Le 26 septembre dernier, une usine de produits chimiques brûlait à Rouen, mettant en danger la population de la métropole. Sans doute convient-il de chercher à comprendre cet événement sur différents plans, mais, surtout, l’événement nous permet de comprendre que l’écologie constitue peut-être une dimension majeure de ce que l’on peut appeler l’inconscient politique.

L’événement et ses significations économiques et environnementales

Commençons par lire cet événement sur le plan de l’économie, de l’environnement et de la vie urbaine. Il ne s’agit pas d’un simple accident, comme il s’en produit sans doute, tous les jours, parce que c’est la vie de toute une métropole urbaine qui est en danger. Avant même de connaître les résultats de l’enquête judiciaire qui a été ouverte, il est important de tenter d’analyser l’événement et la situation d’urgence qu’il entraîne.
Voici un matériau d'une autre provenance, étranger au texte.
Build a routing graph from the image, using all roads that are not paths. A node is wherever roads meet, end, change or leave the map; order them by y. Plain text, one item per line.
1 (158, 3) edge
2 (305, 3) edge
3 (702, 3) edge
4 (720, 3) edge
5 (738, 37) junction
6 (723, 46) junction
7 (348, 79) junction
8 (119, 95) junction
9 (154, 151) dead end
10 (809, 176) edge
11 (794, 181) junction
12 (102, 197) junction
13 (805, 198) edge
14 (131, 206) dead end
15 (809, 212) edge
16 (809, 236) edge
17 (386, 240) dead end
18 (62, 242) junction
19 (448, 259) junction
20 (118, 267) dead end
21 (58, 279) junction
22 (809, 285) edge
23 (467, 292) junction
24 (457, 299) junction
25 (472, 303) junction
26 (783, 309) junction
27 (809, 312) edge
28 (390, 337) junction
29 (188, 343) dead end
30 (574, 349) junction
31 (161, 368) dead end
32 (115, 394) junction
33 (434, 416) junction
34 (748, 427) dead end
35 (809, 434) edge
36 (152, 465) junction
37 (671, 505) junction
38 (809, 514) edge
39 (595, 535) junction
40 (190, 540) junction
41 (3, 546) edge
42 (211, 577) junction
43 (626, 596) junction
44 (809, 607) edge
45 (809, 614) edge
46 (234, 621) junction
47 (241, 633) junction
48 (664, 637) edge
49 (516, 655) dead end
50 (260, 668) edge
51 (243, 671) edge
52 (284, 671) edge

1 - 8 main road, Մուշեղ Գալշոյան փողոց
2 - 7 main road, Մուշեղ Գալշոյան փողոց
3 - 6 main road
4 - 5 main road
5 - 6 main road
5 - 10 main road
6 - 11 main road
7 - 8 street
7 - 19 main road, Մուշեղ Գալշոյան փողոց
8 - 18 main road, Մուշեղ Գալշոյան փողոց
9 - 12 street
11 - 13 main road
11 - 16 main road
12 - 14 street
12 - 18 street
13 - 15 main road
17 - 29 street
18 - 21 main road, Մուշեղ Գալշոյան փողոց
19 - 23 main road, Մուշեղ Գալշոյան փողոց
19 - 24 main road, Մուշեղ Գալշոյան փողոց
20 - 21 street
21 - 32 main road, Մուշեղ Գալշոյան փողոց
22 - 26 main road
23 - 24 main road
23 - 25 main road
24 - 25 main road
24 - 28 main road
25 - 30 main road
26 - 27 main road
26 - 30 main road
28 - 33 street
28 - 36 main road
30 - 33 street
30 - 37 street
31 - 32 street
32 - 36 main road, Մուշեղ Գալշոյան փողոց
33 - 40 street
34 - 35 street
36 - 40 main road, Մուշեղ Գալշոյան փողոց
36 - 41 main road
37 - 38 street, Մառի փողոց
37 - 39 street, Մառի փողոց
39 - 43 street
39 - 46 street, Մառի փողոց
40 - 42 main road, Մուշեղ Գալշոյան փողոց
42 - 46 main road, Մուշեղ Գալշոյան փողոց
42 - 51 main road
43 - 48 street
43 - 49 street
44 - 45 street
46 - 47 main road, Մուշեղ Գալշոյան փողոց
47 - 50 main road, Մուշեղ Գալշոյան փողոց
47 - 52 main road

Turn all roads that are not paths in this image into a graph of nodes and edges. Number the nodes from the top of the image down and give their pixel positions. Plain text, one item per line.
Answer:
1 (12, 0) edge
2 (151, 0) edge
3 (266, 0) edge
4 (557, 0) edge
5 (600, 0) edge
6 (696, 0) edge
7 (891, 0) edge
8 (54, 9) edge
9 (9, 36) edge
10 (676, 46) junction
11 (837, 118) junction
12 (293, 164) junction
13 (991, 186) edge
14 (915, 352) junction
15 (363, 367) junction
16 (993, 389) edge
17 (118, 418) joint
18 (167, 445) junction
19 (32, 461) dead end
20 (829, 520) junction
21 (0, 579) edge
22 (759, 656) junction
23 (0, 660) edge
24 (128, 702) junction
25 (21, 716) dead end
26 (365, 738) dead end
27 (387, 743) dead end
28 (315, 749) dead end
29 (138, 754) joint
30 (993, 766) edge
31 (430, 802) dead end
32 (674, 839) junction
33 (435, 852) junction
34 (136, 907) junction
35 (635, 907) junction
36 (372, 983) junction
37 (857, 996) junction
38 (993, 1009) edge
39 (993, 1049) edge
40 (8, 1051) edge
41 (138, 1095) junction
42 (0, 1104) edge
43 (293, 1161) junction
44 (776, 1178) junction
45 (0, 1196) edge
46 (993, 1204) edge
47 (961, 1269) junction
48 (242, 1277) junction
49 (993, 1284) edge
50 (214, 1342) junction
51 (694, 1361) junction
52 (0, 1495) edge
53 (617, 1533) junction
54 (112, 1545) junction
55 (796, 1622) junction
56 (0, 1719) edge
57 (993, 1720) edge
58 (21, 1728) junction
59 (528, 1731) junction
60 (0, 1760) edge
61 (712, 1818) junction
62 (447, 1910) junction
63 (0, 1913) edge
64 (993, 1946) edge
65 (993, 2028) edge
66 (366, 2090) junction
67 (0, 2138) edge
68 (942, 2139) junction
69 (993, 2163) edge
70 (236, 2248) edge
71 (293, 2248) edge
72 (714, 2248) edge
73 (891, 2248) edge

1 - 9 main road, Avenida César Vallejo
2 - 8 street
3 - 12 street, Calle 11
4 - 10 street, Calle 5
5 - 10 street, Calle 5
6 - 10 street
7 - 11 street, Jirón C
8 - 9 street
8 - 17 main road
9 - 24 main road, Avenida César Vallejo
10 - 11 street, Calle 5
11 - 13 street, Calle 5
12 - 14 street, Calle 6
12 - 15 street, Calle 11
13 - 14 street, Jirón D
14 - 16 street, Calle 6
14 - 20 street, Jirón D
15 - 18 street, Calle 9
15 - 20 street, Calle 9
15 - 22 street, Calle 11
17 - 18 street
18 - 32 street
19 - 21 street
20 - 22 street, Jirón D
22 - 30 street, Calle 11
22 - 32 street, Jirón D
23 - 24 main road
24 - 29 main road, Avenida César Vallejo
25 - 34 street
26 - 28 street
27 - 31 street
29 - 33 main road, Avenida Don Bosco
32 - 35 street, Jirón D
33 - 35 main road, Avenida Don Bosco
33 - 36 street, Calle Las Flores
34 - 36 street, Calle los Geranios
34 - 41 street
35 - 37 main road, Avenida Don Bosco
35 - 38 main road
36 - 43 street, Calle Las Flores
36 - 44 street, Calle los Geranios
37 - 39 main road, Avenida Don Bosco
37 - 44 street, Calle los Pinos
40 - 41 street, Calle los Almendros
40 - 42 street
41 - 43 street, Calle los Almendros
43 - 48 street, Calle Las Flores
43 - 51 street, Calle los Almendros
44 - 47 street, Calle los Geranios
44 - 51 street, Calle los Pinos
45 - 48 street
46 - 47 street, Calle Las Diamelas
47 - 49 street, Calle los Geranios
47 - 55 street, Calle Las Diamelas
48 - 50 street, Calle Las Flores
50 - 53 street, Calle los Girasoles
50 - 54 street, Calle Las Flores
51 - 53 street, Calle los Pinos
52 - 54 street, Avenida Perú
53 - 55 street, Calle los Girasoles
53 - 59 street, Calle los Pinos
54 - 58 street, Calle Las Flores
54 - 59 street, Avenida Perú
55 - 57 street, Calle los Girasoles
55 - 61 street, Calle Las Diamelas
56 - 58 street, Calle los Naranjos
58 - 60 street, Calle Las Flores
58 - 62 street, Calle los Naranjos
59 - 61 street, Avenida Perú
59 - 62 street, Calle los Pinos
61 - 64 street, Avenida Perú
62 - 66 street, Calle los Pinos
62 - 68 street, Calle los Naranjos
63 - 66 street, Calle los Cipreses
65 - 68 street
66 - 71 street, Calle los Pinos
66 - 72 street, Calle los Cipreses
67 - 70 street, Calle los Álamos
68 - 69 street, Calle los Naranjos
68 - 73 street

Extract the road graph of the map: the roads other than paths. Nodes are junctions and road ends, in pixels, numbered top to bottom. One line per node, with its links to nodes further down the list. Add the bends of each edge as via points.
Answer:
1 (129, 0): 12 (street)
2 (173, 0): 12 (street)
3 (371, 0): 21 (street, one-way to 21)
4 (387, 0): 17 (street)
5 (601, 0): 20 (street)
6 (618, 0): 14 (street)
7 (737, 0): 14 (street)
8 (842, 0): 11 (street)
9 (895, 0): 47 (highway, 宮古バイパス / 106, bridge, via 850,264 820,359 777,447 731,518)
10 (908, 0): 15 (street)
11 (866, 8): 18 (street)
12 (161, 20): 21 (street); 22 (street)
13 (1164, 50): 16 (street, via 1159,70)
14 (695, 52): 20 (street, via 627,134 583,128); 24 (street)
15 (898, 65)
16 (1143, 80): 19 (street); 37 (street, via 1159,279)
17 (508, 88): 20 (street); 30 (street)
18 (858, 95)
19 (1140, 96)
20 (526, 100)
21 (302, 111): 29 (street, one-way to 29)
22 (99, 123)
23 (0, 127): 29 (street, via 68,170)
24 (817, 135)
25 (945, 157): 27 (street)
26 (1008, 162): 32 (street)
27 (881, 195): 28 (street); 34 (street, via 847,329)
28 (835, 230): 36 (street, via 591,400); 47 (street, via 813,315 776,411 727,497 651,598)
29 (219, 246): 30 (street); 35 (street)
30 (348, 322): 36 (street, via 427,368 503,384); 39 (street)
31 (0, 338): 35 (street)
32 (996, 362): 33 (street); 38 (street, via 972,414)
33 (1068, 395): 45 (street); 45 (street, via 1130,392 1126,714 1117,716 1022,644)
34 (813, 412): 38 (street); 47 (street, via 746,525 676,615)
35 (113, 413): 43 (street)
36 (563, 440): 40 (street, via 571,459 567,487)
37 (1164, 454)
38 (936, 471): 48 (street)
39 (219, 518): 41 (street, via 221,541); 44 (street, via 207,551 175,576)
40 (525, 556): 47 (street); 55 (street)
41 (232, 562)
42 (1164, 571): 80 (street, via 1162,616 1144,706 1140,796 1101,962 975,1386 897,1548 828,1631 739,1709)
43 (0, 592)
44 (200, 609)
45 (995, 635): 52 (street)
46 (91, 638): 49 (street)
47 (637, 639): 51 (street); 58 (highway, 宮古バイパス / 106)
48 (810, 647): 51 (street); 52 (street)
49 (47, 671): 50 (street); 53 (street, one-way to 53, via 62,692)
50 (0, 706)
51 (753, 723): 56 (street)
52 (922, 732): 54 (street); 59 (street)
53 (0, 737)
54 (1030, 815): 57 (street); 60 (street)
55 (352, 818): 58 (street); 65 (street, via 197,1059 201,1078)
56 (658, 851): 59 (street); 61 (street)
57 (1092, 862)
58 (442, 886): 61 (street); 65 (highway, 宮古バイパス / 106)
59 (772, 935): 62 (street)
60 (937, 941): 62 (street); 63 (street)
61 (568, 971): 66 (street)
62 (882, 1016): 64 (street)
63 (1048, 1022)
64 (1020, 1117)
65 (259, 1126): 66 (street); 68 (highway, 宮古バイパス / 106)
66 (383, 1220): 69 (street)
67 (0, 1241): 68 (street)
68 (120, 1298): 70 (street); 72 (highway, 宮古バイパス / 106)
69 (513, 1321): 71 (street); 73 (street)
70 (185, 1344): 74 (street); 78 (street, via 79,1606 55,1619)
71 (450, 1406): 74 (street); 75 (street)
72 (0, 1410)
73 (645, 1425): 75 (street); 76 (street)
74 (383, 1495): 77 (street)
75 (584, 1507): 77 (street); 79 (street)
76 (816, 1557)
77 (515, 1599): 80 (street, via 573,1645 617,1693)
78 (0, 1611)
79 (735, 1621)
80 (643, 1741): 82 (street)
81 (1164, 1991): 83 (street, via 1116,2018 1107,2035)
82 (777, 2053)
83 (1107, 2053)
On peut comprendre cet événement de trois façons. D’abord, il s’agit d’une simple négligence. On sait déjà que, dès 2016 – il y a tout de même trois ans, les autorités de l’État avaient attiré l’attention de l’entreprise sur les risques que des négligences dans ses aménagements faisaient courir aux employés qui y travaillent, ce qui est déjà, en soi, condamnable, mais entrainaient aussi des risques qui pesaient sur l’ensemble de la métropole où est située l’usine, sans que les mesures appropriées aient été engagées par l’entreprise. Sans doute, d’ailleurs, cette négligence est-elle liée à une forme d’incompétence des services concernées, tant dans l’entreprise elle-même que dans les services publics. Mais il faut comprendre cette négligence environnementale sur un autre plan, celui de l’économie : une fois de plus, c’est le libéralisme qui est porteur de danger, parce que l’absence d’autorité de l’État qu’il implique entraîne l’exposition de toute une population à des risques majeurs. En ce sens, l’économie est pleinement une économie politique,  car elle entraîne des responsabilités devant toute une population, devant toute une société. Enfin, l’événement qui a eu lieu dans l’entreprise Lubrizol montre le lien entre économie et environnement : on a trop longtemps considéré que la question de l’environnement se limitait au souci de la pollution – presque à une forme de simple amplification de la question de l’hygiène – alors qu’en réalité, on se rend compte, quand des événements comme celui-ci surviennent, que la préservation de l’environnement a une dimension économique majeure. Sans doute nous trouvons-nous devant une des implications de l’irresponsabilité du libéralisme.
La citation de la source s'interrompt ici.